A few months later, I attended a Virtual Come and See which was hosted by the Servants of the Cross. This was a turning point for me as I became certain of God’s call for me to religious life. From there the Lord only continued His pursuit of love for me, and I am delighted to be on this adventure He has taken me on.
Cathy
I grew up in a big Catholic family, where the basis of my Catholic faith foundation was formed. Initial seeds of faith and encounter with God were introduced in my life in early childhood through family prayer.
For many years, I knew about the Lord Jesus, but I did not know Him. Despite receiving the sacraments of initiation in the Catholic Church, and participating in Holy Mass every Sunday, I did not have a personal relationship with God. In my teen years I remember attending a Charismatic healing retreat with my mum;I loved the encounter, but I don’t quite recall experiencing any visible transformation.
In January 2009, I attended a five-day retreat, organized by Vincentian ministries, in Nairobi Kenya. This was an exceptional experience that led to my conversion and transformation. I experienced the love and mercy of God in a profound way.
This experience gradually began to transform several aspects of my life. I developed an immediate thirst for the Word of God right after the healing retreat. Consequently, I continued attending other healing retreats, since I desired to grow deeper in this newly found friendship with the Lord. The more our relationship grew, the more I desired more of Him.
As I sought the Lord, he led me to discern more deeply. Despite participating in daily Holy Mass, I needed more personal time with the Lord. I felt drawn to spend time daily in the chapel, adoring Jesus in the Blessed Sacrament. It began with a few minutes, then one hour, and with time, an hour passed very fast and didn’t seem enough.

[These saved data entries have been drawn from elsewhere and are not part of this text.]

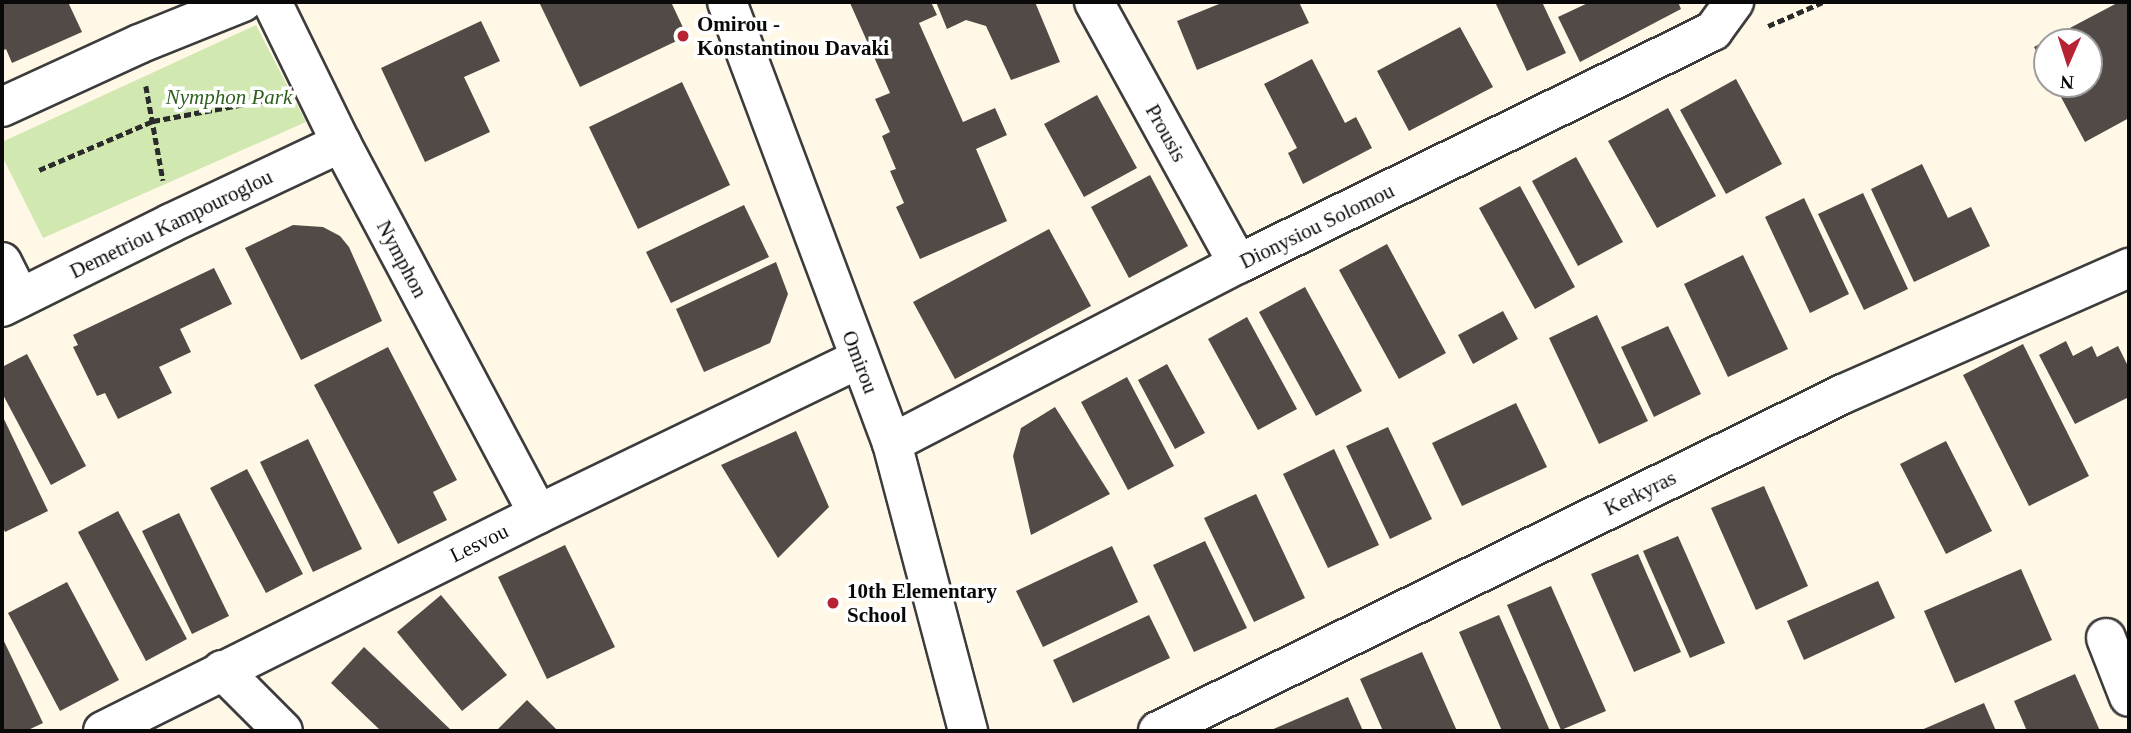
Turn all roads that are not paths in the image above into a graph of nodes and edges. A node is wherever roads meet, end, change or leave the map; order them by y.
1 (243, 2) edge
2 (272, 2) edge
3 (728, 2) edge
4 (1094, 2) edge
5 (1734, 2) edge
6 (2, 107) edge
7 (341, 143) junction
8 (2, 262) edge
9 (1238, 264) junction
10 (2129, 268) edge
11 (11, 302) edge
12 (858, 359) junction
13 (892, 443) junction
14 (538, 514) junction
15 (2106, 638) dead end
16 (222, 670) junction
17 (2129, 697) edge
18 (1174, 728) edge
19 (103, 731) edge
20 (283, 731) edge
21 (968, 731) edge

1 - 6 street
2 - 7 street, Nymphon
3 - 12 street, Omirou
4 - 9 street, Prousis
5 - 9 street, Dionysiou Solomou
7 - 11 street, Demetriou Kampouroglou
7 - 14 street, Nymphon
8 - 11 street
9 - 13 street, Dionysiou Solomou
10 - 18 street, Kerkyras
12 - 13 street, Omirou
12 - 14 street, Lesvou
13 - 21 street, Omirou
14 - 16 street, Lesvou
15 - 17 street
16 - 19 street, Lesvou
16 - 20 street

During my prayer time, I shared with Jesus my joys, sorrows, concerns, and life in general. It was during prayer, that the possibility of religious life dawned on me, and with time became clearer and took shape. The more our relationship grew, the more I desired more of Him. The amazing love of God, mercy and grace, won my heart.
Anna Lise
My discernment story began at age fourteen. I was at a summer camp when I was asked if I would be open to God’s will for my life, including being called to religious life. That question sparked a desire in me to search out His plan for me. At eighteen, I began discerning with a community close to my home. My time spent with them was an incredible experience. I knew beyond a shadow of a doubt that God was calling me to continue my discernment of a religious vocation. However, the community asked that I pursue my education before applying for entrance.
Thus, began the long road of university. I loved this time in my life. I have always had a passion for learning, and by the grace of God, I was able to accept that my studies were part of His plan for me. Throughout my pursuit of an education degree, I continued to feel God calling me to religious life. Over time it became clear that God was calling me to a different charism than the community I was journeying with, but I was not exactly sure what that would look like.
Alas, having completed my permanent certification as a teacher, I was pointed towards the Servants of the Cross. The more I talked with the Sisters, the more I felt a pull on my heart toward the community and religious life. I am so excited to see what God has in store next!